CSU Ag Innovation Summit spotlights advances, reveals challenges still facing important sector
Friday March 20, 2015
By Steve Porter
InnovatioNews

FORT COLLINS - Innovation is happening at a rapid pace across the agricultural spectrum in Colorado, with seed and irrigation improvements resulting in rising crop yields and more efficient, high-tech farm and ranch management methods producing more meat and dairy than ever.
But there's still much to be done in ag innovation to continue to meet the challenges posed by an ever-growing Colorado and world population, ongoing climate change and the daily loss of productive farm land to urban development.
That was part of the message Thursday during Colorado State University's Ag Innovation Summit, which is being held on the CSU campus this week and concludes today.
Craig Beyrouty, dean of CSU's College of Agricultural Sciences, set the stage for Thursday's program by reminding attendees of the challenges facing the state's ag sector, including the problem of food waste, food health and security, and an uncertain supply of clean water to grow crops.
"We have to have innovation to accomplish what we want to accomplish in the face of all these challenges," Beyrouty said.
Gregory Graff, associate professor of agricultural and resource economics at CSU, said the good news is that ag has always been innovative from its earliest beginnings.
"It has never been stationary," Graff said. "It's constantly innovating and will do so into the foreseeable future."
Graff noted that CSU and Colorado are both deeply involved in ag innovation, with the state ranking third in the nation - just behind California and Texas -- in research funding from the U.S. Department of Agriculture.
Graff also noted that Colorado was granted more than 5,000 patents between 1990 and 2012, with a patent growth rate of 6.5 percent annually.
Graff said there has been an emergence of an ag innovation cluster along the northern urban Front Range between Denver and Fort Collins, where most of the state's issued patents and scholarly publications on agriculture have originated.
"The urban corridor is the heart of ag innovation in Colorado," he said.
Kathay Rennels, CSU associate VP for engagement, said the inaugural Ag Innovation Summit was organized in the wake of a CSU report released last November called "The Emergence of an Innovation Cluster in the Agricultural Value Chain Along Colorado's Front Range," which notes the elements in place for an ag innovation cluster in the state.

Thursday's highlights included remarks by Gov.

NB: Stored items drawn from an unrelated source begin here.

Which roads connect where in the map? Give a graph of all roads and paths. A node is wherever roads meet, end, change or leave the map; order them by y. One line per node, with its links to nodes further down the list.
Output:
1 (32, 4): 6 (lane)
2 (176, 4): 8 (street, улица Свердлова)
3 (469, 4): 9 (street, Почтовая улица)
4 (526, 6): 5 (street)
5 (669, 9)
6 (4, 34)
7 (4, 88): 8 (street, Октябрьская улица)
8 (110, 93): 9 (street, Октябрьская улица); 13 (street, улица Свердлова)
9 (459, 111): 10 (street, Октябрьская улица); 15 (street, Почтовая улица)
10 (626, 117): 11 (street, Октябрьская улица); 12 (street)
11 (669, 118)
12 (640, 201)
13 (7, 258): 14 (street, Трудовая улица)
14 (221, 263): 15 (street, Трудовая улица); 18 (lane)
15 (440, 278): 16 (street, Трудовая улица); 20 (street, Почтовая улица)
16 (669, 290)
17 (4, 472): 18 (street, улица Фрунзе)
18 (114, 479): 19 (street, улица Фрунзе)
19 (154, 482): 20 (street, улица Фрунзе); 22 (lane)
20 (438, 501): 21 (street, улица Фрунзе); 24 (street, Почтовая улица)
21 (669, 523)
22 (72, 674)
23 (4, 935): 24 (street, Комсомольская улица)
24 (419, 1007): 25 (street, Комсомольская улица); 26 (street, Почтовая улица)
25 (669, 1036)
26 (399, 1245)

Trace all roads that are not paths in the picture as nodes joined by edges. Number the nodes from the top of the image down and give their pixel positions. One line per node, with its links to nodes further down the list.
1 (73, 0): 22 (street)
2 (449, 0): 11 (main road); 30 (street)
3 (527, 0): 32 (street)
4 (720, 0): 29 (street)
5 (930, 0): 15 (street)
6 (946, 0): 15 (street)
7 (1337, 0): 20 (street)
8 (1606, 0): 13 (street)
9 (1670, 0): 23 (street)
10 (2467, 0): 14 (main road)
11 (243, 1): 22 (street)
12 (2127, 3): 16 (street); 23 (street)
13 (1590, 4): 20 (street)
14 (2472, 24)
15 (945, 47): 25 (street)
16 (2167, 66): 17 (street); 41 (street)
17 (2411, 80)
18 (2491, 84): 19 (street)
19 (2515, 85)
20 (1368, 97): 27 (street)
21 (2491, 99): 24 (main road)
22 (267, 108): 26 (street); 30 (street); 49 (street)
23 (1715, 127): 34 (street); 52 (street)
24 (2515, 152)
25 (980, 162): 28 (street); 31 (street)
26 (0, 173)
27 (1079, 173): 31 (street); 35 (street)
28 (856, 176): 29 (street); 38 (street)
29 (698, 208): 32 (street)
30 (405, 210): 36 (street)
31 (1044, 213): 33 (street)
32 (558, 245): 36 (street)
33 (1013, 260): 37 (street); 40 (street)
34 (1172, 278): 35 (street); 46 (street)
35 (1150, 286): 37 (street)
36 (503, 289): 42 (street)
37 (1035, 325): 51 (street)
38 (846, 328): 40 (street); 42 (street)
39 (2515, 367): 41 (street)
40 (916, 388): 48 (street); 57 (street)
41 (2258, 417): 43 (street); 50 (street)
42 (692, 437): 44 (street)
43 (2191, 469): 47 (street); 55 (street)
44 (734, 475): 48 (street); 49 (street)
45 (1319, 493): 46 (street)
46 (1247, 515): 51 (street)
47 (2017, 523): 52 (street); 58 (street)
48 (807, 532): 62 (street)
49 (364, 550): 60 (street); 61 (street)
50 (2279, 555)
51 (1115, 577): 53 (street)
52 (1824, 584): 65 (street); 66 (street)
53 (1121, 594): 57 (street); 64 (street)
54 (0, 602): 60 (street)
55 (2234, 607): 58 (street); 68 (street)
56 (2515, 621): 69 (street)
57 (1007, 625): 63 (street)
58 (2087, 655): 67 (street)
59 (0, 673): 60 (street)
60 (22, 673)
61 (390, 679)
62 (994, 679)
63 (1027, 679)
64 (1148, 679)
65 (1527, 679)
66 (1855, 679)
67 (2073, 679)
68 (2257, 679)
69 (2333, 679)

John Hickenlooper and Denver Mayor Michael Hancock.
Hancock said the City of Denver is taking steps to encourage urban gardening, food cooperatives and ag innovation. A planned $856 million redevelopment of the National Western Stock Show facility - which includes CSU as a partner - would include ag research space and incubation of startup ag-related businesses in a new year-round venue, he said.

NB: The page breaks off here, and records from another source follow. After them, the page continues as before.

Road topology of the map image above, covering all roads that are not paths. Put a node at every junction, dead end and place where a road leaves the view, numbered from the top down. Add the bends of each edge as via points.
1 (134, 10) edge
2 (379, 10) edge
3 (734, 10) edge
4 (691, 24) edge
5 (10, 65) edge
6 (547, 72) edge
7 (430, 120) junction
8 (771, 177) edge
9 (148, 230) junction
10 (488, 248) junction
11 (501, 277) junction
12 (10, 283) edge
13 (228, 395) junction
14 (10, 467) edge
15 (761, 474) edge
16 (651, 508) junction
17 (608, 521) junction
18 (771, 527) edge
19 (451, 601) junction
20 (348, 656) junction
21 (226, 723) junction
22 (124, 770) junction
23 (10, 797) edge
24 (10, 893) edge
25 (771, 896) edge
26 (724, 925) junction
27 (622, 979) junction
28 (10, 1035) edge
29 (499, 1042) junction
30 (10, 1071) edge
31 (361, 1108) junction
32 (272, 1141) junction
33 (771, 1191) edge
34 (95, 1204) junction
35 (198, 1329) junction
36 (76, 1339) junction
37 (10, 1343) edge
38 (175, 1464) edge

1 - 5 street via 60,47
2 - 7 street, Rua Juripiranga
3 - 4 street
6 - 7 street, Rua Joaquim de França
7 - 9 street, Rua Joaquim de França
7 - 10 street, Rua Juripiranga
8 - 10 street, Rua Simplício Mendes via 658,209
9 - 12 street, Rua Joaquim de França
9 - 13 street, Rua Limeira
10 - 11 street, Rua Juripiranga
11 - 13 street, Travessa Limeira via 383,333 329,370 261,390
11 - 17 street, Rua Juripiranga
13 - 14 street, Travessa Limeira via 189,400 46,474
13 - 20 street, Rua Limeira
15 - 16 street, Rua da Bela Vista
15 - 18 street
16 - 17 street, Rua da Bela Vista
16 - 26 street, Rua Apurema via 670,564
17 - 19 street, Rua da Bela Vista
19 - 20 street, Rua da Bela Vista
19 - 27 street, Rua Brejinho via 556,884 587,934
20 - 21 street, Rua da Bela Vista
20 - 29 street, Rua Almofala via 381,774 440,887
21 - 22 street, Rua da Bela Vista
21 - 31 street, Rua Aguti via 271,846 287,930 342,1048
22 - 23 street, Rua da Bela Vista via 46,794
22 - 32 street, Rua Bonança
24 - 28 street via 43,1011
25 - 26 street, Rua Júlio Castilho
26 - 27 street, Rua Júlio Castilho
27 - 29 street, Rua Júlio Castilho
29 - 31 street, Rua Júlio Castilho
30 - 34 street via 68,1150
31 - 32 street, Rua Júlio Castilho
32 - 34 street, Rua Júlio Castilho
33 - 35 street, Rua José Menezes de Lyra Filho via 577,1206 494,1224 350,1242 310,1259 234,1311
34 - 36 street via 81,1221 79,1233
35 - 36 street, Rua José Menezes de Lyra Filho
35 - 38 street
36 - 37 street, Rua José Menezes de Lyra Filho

"I think the opportunities are boundless here," Hancock said, predicting the completed project will "cement Colorado as a leader in ag innovation."

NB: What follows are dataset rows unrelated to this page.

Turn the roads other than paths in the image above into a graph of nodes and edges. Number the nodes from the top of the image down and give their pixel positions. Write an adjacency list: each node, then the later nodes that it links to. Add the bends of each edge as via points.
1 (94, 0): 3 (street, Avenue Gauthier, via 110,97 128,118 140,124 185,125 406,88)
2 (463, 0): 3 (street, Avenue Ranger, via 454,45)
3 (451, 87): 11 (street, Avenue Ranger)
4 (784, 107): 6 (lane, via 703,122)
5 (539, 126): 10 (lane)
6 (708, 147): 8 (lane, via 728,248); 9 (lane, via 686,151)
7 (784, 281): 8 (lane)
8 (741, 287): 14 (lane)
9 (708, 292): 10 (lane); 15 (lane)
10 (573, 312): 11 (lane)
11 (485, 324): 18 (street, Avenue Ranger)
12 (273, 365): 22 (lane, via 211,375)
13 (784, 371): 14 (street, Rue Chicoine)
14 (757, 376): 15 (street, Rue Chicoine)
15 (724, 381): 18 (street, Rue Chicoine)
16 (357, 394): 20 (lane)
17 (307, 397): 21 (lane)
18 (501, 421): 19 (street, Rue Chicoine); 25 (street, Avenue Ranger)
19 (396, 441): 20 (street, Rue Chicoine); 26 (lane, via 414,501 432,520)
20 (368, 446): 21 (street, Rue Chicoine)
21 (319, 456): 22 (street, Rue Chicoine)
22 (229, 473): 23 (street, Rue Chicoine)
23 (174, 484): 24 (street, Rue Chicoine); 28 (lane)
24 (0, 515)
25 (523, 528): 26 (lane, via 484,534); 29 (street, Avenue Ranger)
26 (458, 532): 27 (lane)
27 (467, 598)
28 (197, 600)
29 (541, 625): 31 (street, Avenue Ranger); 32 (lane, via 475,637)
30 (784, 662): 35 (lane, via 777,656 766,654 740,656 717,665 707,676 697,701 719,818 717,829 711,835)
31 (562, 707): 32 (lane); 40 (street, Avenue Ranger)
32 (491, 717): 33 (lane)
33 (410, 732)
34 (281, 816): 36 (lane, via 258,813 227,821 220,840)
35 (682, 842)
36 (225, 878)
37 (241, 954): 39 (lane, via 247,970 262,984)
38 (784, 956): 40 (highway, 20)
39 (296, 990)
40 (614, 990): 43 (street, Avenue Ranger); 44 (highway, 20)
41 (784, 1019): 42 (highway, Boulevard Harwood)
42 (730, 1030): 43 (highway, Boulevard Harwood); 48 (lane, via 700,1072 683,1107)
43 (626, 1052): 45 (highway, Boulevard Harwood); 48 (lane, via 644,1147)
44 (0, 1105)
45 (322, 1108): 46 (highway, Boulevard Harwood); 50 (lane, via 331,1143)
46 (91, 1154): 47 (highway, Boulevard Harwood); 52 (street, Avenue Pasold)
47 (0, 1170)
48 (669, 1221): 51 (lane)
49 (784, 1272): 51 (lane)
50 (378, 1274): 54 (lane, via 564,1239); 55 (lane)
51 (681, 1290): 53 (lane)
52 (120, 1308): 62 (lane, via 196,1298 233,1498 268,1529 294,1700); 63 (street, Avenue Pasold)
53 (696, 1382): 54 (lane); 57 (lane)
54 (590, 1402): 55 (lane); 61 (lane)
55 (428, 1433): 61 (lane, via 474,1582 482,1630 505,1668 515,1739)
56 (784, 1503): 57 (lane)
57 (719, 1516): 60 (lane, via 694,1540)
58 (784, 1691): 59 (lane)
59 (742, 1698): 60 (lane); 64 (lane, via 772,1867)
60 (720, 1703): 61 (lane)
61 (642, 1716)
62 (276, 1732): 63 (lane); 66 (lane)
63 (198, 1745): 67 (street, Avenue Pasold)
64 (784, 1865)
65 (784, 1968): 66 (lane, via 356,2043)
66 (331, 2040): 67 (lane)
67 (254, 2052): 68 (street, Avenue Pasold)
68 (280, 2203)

Hickenlooper praised the state's reputation for attracting talented ag researchers and entrepreneurs. He said the state's successful courting of food giant Ardent Mills last year was due to the company's desire to tap into that resource.
"We won Ardent Mills because they wanted to be in this corridor of innovation," Hickenlooper said.
"We are blessed with creativity and collaboration that can take Colorado to heights never before imagined."
Panel discussions on Thursday focused on issues that included developing and recruiting talented workers for an increasingly innovative ag sector, achieving a secure and healthy food system, and dealing with a growing water shortage due to climate change and -- until recently - a booming oil-and-gas sector.

Colorado is in the process of finalizing its first statewide water plan and is encouraging citizen input by visiting the plan online. The plan has become especially important in recent years as the state's rapidly-growing population is putting a strain on Colorado's uncertain water supply.
"Previously, we were able to go to Colorado's farmers to get water (for development), but we can't do that anymore," said Dave Stewart, owner of Fort Collins-based Stewart Environmental Consultants.
But despite the challenges still facing the state's agriculture sector, Graff said the future looks bright if public and private partners can continue to work together in a spirit of cooperation and collaboration.
"There's a lot we can do to help foster this," he said. "I think we're poised to become the Silicon Valley of agriculture in the 21st century."